Don't feel bad.  I live in such an old house that I don't have an exhaust fan in my kitchen.  But even before then I decided that certain things weren't meant to be done in home kitchens that weren't prepared for it.  I often have problems searing meats on top of my stove.  Very high heats and especially higher fat meats cooked very close to the element when you broil will give you a lot of smoke.  I've had freinds who have bought high-end in-kitchen grills with expensive fans (both up and down -draft) who have found their kitchens full of smoke and so noisy we couldn't converse while we were cooking over their very, very, expensive island grills.  Since I don't have a fan in my kitchen, there are certain things I just don't do unless it's warm enough to try it outside on the grill.  

Searing meats often creates this problem.


----------



## SizzlininIN (Aug 11, 2006)

ella/TO said:
			
		

> I would think that the tv show kitchen has more than 1 exhaust fan....don't you think so people?


 
You would think but I've seen the set really smoke up on Rachel and Giadas set a few times but after the commercial it'd always myseteriously clear up.


----------



## ronjohn55 (Aug 11, 2006)

JMediger said:
			
		

> Double check your microwave - unless it was put in against building codes, it should have a fan as part of the unit. Codes say that you must have some sort of cooking exhaust available ... either overhead or a down draft system.
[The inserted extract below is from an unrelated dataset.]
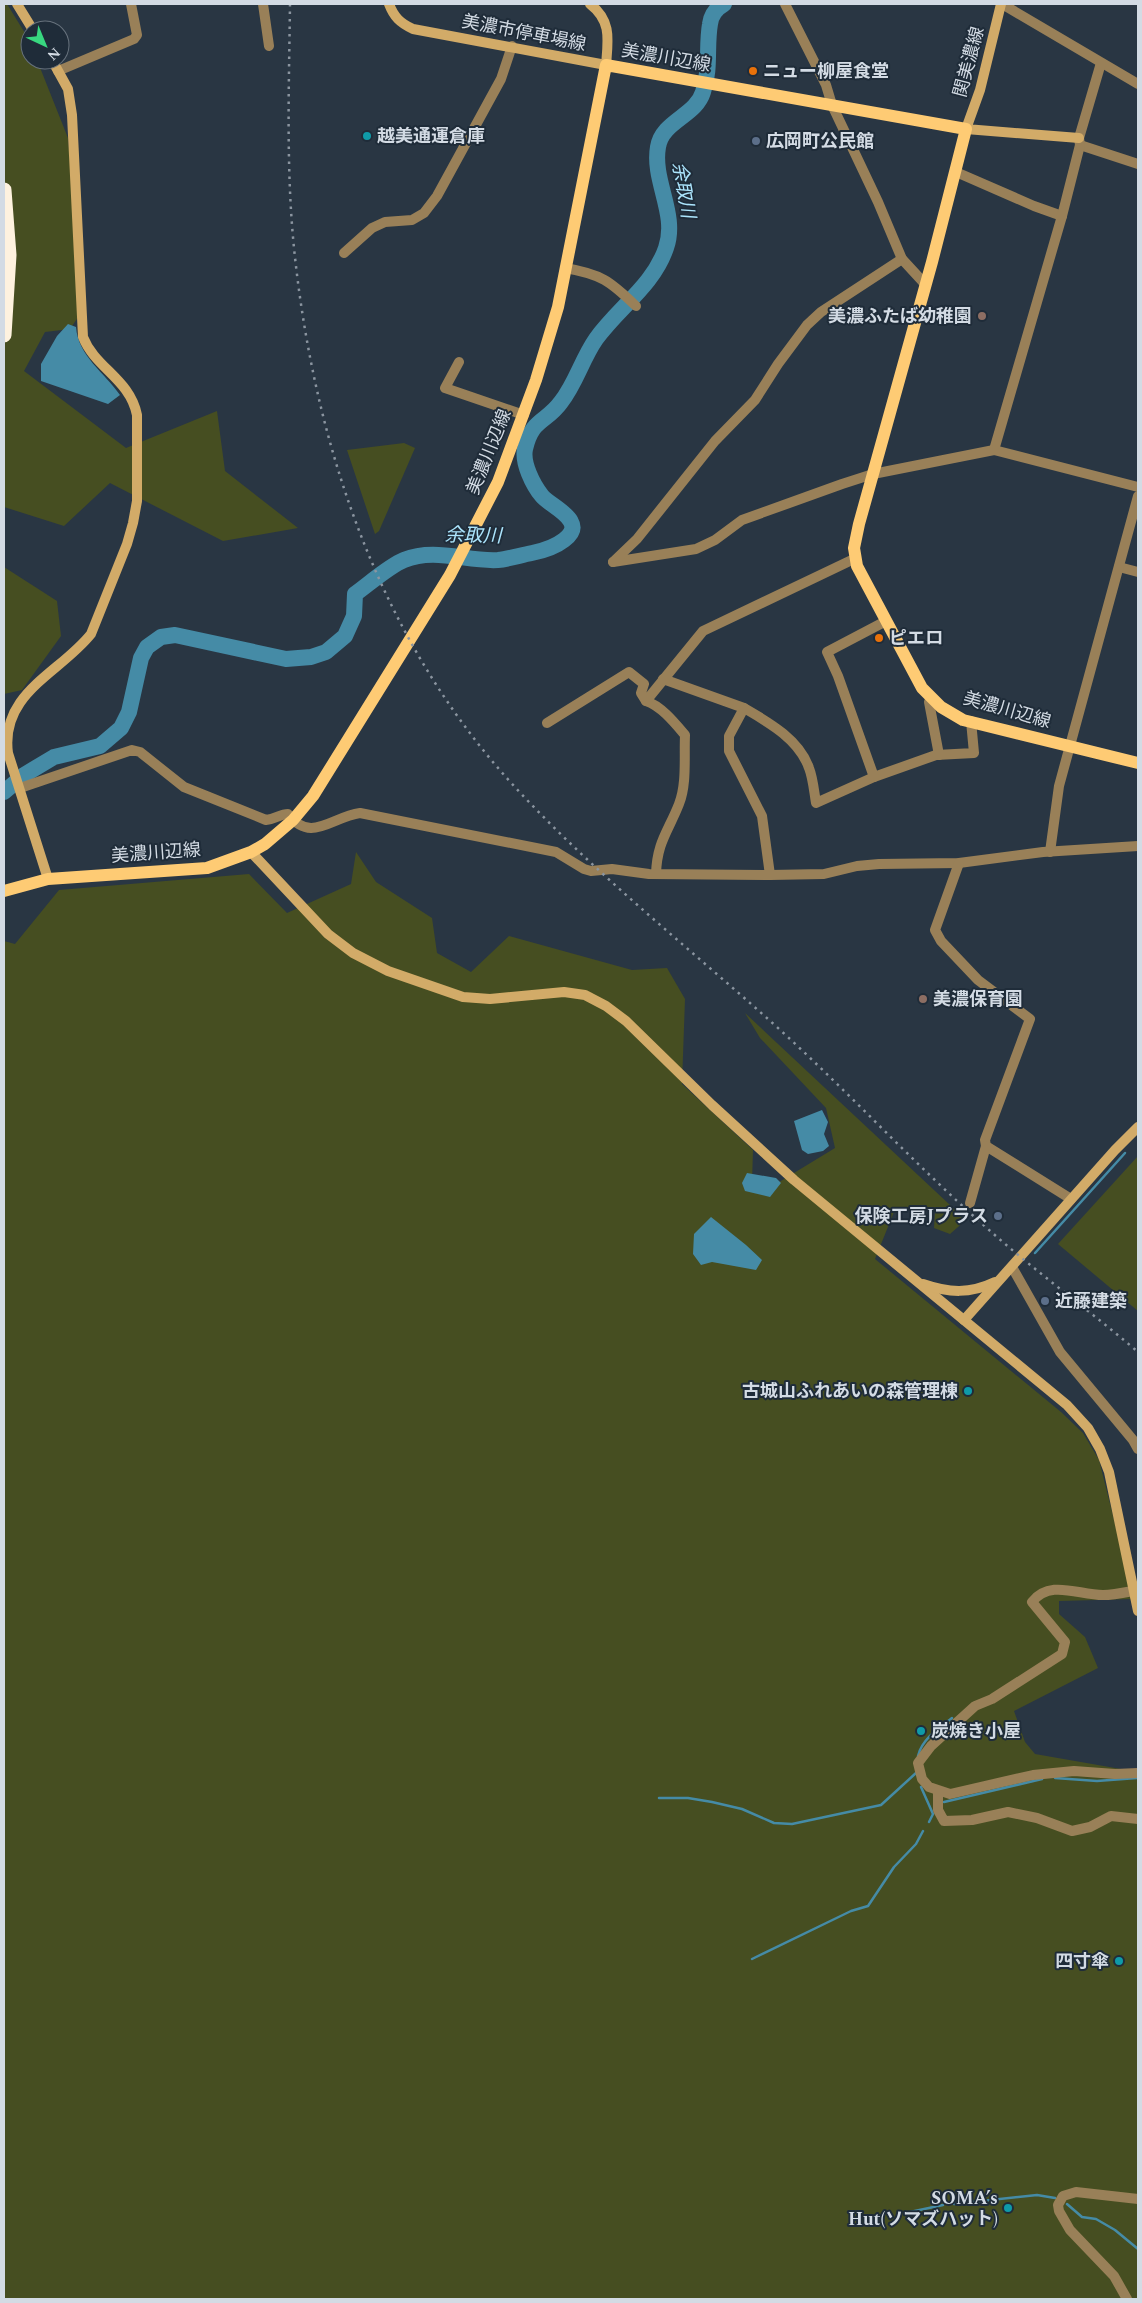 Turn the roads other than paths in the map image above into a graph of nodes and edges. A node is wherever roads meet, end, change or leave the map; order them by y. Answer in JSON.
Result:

If you are renting, I would be really surprised if it wasn't there ...
> 
> Good Luck!


 
Well, as an owner of an overhead microwave with a fan system (one with filters that are regularly cleaned), I can honestly say the thing is next to worthless when it comes to a smokey kitchen. 

The solution? Make sure whatever is smoking up the kitchen smells good! 

John


----------



## GB (Aug 11, 2006)

My overhead mic has a great fan. there is even an option to turbo it (super high setting). When that thing gets going it is deafening. Even that is no match for the smoke a pan cooked steak gives off.


----------